*** Available data ***
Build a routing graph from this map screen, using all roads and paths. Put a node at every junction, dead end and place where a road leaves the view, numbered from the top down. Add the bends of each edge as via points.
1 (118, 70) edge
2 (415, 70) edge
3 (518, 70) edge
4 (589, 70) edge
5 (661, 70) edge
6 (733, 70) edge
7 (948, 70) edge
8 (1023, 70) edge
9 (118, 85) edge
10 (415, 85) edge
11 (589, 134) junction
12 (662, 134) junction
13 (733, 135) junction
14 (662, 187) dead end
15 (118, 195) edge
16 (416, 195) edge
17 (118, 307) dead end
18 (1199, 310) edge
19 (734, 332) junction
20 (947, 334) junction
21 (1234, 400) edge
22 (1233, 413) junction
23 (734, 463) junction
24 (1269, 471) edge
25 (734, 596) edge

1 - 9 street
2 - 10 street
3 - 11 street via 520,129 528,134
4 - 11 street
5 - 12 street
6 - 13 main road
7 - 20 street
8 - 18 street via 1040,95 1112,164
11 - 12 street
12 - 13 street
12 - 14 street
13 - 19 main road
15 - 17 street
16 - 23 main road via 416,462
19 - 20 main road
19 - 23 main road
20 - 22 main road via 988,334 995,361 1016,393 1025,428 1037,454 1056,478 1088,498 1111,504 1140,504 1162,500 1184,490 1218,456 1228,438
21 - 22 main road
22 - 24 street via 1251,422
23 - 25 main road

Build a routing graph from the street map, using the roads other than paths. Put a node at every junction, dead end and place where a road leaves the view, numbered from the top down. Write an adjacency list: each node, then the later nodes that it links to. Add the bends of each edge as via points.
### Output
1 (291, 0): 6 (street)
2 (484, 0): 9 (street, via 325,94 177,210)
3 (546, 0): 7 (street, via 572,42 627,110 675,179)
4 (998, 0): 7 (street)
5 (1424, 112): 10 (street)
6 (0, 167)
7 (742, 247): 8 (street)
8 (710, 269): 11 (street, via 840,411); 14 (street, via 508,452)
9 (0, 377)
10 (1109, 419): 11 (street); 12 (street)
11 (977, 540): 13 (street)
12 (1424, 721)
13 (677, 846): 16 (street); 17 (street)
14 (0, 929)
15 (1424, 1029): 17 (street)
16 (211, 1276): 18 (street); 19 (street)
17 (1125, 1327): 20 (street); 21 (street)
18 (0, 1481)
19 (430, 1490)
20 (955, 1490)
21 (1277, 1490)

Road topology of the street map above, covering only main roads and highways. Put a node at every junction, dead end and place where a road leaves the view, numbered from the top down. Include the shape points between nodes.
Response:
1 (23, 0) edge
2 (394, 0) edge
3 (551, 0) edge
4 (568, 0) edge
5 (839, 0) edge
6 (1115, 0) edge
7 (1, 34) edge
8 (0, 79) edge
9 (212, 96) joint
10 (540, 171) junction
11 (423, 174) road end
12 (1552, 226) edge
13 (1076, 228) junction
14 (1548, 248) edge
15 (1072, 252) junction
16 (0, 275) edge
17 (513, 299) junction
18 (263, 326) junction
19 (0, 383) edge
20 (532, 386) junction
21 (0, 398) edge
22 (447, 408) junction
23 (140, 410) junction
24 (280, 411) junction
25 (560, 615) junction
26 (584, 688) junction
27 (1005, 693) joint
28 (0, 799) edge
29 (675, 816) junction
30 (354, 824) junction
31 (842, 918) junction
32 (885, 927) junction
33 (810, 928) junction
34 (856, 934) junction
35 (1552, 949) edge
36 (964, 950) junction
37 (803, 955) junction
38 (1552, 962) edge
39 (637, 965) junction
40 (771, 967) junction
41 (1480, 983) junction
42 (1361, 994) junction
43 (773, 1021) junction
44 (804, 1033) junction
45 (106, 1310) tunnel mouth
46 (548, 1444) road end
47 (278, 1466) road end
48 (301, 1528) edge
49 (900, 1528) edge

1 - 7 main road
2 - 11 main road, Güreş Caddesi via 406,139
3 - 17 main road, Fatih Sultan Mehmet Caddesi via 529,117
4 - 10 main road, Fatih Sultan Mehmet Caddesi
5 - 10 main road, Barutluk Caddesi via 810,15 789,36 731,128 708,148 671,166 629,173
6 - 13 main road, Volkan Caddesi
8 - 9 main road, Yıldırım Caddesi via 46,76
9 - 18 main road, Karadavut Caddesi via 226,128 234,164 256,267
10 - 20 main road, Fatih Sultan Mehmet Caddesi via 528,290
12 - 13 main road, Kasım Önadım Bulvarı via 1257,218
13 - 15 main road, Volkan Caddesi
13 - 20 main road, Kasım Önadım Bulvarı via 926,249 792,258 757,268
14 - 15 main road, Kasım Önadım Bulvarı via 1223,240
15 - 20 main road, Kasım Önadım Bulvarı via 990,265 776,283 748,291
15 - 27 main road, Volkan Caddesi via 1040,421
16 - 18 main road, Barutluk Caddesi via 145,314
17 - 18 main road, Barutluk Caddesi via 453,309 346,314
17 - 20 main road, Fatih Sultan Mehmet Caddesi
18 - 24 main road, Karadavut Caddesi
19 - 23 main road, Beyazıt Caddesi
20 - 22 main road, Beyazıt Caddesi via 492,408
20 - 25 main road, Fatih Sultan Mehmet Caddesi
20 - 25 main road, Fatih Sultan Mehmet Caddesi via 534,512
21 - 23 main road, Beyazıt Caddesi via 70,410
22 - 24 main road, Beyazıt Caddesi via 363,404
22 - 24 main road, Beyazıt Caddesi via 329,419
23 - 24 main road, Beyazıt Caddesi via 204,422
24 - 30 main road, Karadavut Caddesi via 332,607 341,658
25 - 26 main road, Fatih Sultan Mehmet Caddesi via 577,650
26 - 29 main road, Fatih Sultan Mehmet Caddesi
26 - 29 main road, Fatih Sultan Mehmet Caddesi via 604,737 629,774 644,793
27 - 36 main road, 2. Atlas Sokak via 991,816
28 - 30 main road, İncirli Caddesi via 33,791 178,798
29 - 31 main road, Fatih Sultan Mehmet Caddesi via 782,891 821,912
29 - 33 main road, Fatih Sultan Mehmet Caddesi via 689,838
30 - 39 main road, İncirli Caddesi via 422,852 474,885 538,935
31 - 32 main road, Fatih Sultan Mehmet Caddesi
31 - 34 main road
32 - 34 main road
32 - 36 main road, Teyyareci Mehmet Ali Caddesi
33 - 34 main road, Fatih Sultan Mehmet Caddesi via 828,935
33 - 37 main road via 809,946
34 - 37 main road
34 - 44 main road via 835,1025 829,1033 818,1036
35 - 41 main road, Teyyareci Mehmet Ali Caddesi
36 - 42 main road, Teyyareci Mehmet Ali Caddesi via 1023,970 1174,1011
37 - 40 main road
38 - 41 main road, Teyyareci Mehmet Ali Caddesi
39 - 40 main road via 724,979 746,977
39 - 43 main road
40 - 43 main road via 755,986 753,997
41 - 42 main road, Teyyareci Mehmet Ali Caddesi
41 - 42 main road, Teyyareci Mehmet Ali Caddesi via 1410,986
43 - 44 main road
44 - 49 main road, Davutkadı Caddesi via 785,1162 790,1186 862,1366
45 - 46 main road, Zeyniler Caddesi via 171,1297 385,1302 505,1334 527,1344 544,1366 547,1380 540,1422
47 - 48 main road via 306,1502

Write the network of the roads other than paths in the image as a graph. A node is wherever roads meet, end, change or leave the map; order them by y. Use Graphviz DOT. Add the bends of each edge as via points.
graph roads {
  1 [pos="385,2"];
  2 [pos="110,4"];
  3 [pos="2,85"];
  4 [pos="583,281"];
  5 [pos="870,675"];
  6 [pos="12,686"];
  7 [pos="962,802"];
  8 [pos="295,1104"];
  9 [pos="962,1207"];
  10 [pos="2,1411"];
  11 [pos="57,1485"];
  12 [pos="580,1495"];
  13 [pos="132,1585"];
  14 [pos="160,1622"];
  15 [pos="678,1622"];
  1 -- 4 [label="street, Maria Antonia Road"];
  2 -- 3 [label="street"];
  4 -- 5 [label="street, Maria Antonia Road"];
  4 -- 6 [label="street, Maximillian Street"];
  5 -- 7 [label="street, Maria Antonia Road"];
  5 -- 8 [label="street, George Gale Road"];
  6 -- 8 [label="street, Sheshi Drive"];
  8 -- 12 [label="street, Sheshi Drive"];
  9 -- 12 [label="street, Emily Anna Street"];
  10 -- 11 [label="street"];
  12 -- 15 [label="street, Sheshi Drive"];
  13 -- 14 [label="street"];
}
*** End of Available data ***
- **Task brief**: Gather each line of the records holding the string "Volkan".

- **Your solution**:
6 - 13 main road, Volkan Caddesi
13 - 15 main road, Volkan Caddesi
15 - 27 main road, Volkan Caddesi via 1040,421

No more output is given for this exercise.